- [Recorded information]
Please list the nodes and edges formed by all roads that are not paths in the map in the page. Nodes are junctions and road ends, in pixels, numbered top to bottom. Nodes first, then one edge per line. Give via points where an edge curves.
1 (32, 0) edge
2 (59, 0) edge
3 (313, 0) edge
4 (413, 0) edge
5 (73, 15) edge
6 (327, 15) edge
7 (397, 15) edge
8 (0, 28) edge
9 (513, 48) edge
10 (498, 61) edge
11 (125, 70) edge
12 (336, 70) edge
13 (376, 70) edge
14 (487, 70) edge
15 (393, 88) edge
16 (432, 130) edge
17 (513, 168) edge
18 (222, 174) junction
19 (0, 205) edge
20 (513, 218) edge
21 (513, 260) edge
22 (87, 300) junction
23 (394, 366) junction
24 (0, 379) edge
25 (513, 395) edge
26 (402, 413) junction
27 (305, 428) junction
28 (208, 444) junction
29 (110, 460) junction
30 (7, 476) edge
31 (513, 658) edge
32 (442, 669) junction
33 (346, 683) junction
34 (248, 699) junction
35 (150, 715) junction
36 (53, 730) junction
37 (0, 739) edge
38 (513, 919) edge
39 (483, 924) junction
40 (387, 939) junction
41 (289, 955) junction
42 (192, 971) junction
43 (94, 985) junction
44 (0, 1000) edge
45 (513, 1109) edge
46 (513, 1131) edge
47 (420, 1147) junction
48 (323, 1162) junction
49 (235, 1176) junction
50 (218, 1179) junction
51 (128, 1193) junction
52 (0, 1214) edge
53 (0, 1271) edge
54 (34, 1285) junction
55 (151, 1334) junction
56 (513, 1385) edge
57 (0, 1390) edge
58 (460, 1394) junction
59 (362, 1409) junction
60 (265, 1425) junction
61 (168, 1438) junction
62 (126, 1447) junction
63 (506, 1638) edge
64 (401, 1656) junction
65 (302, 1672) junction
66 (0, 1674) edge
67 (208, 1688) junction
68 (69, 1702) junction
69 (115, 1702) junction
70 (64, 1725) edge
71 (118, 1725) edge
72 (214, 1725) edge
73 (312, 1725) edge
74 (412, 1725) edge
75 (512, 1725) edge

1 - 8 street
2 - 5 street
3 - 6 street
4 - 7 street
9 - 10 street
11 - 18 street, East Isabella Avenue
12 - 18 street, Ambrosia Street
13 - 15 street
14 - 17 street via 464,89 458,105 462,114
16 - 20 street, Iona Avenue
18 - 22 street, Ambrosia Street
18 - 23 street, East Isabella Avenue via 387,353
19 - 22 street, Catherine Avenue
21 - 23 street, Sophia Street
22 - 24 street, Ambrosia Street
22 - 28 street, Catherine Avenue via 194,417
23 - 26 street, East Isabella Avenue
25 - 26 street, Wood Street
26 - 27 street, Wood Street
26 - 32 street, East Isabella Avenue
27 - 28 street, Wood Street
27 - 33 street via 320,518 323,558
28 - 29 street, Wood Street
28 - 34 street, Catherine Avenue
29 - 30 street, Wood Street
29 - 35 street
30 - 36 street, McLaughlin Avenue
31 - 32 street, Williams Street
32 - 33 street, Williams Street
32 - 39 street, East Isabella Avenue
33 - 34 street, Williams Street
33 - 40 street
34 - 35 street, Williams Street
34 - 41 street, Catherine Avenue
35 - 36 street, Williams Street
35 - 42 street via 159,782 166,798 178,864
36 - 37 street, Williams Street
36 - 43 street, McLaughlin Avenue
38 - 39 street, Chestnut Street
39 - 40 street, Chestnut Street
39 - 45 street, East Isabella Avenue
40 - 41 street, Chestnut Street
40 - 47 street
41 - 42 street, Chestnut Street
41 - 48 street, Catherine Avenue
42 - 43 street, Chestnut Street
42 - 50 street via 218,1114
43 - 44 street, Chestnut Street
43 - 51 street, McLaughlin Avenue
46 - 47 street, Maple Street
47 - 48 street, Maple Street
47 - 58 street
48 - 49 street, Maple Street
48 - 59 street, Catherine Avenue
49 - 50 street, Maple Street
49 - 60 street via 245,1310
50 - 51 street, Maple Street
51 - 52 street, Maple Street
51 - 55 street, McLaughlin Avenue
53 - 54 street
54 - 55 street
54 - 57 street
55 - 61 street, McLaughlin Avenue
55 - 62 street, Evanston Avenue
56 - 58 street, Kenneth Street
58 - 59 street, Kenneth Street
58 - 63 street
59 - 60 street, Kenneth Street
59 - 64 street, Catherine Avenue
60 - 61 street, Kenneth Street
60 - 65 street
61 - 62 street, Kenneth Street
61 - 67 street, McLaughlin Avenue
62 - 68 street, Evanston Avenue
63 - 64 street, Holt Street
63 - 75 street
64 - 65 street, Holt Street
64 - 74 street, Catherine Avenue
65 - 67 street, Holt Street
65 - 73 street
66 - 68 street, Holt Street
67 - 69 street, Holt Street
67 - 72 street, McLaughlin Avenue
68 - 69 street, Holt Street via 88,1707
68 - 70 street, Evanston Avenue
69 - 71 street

- [What the task asks]
Print the records above exactly as written.

- [Answer]
Please list the nodes and edges formed by all roads that are not paths in the map in the page. Nodes are junctions and road ends, in pixels, numbered top to bottom. Nodes first, then one edge per line. Give via points where an edge curves.
1 (32, 0) edge
2 (59, 0) edge
3 (313, 0) edge
4 (413, 0) edge
5 (73, 15) edge
6 (327, 15) edge
7 (397, 15) edge
8 (0, 28) edge
9 (513, 48) edge
10 (498, 61) edge
11 (125, 70) edge
12 (336, 70) edge
13 (376, 70) edge
14 (487, 70) edge
15 (393, 88) edge
16 (432, 130) edge
17 (513, 168) edge
18 (222, 174) junction
19 (0, 205) edge
20 (513, 218) edge
21 (513, 260) edge
22 (87, 300) junction
23 (394, 366) junction
24 (0, 379) edge
25 (513, 395) edge
26 (402, 413) junction
27 (305, 428) junction
28 (208, 444) junction
29 (110, 460) junction
30 (7, 476) edge
31 (513, 658) edge
32 (442, 669) junction
33 (346, 683) junction
34 (248, 699) junction
35 (150, 715) junction
36 (53, 730) junction
37 (0, 739) edge
38 (513, 919) edge
39 (483, 924) junction
40 (387, 939) junction
41 (289, 955) junction
42 (192, 971) junction
43 (94, 985) junction
44 (0, 1000) edge
45 (513, 1109) edge
46 (513, 1131) edge
47 (420, 1147) junction
48 (323, 1162) junction
49 (235, 1176) junction
50 (218, 1179) junction
51 (128, 1193) junction
52 (0, 1214) edge
53 (0, 1271) edge
54 (34, 1285) junction
55 (151, 1334) junction
56 (513, 1385) edge
57 (0, 1390) edge
58 (460, 1394) junction
59 (362, 1409) junction
60 (265, 1425) junction
61 (168, 1438) junction
62 (126, 1447) junction
63 (506, 1638) edge
64 (401, 1656) junction
65 (302, 1672) junction
66 (0, 1674) edge
67 (208, 1688) junction
68 (69, 1702) junction
69 (115, 1702) junction
70 (64, 1725) edge
71 (118, 1725) edge
72 (214, 1725) edge
73 (312, 1725) edge
74 (412, 1725) edge
75 (512, 1725) edge

1 - 8 street
2 - 5 street
3 - 6 street
4 - 7 street
9 - 10 street
11 - 18 street, East Isabella Avenue
12 - 18 street, Ambrosia Street
13 - 15 street
14 - 17 street via 464,89 458,105 462,114
16 - 20 street, Iona Avenue
18 - 22 street, Ambrosia Street
18 - 23 street, East Isabella Avenue via 387,353
19 - 22 street, Catherine Avenue
21 - 23 street, Sophia Street
22 - 24 street, Ambrosia Street
22 - 28 street, Catherine Avenue via 194,417
23 - 26 street, East Isabella Avenue
25 - 26 street, Wood Street
26 - 27 street, Wood Street
26 - 32 street, East Isabella Avenue
27 - 28 street, Wood Street
27 - 33 street via 320,518 323,558
28 - 29 street, Wood Street
28 - 34 street, Catherine Avenue
29 - 30 street, Wood Street
29 - 35 street
30 - 36 street, McLaughlin Avenue
31 - 32 street, Williams Street
32 - 33 street, Williams Street
32 - 39 street, East Isabella Avenue
33 - 34 street, Williams Street
33 - 40 street
34 - 35 street, Williams Street
34 - 41 street, Catherine Avenue
35 - 36 street, Williams Street
35 - 42 street via 159,782 166,798 178,864
36 - 37 street, Williams Street
36 - 43 street, McLaughlin Avenue
38 - 39 street, Chestnut Street
39 - 40 street, Chestnut Street
39 - 45 street, East Isabella Avenue
40 - 41 street, Chestnut Street
40 - 47 street
41 - 42 street, Chestnut Street
41 - 48 street, Catherine Avenue
42 - 43 street, Chestnut Street
42 - 50 street via 218,1114
43 - 44 street, Chestnut Street
43 - 51 street, McLaughlin Avenue
46 - 47 street, Maple Street
47 - 48 street, Maple Street
47 - 58 street
48 - 49 street, Maple Street
48 - 59 street, Catherine Avenue
49 - 50 street, Maple Street
49 - 60 street via 245,1310
50 - 51 street, Maple Street
51 - 52 street, Maple Street
51 - 55 street, McLaughlin Avenue
53 - 54 street
54 - 55 street
54 - 57 street
55 - 61 street, McLaughlin Avenue
55 - 62 street, Evanston Avenue
56 - 58 street, Kenneth Street
58 - 59 street, Kenneth Street
58 - 63 street
59 - 60 street, Kenneth Street
59 - 64 street, Catherine Avenue
60 - 61 street, Kenneth Street
60 - 65 street
61 - 62 street, Kenneth Street
61 - 67 street, McLaughlin Avenue
62 - 68 street, Evanston Avenue
63 - 64 street, Holt Street
63 - 75 street
64 - 65 street, Holt Street
64 - 74 street, Catherine Avenue
65 - 67 street, Holt Street
65 - 73 street
66 - 68 street, Holt Street
67 - 69 street, Holt Street
67 - 72 street, McLaughlin Avenue
68 - 69 street, Holt Street via 88,1707
68 - 70 street, Evanston Avenue
69 - 71 street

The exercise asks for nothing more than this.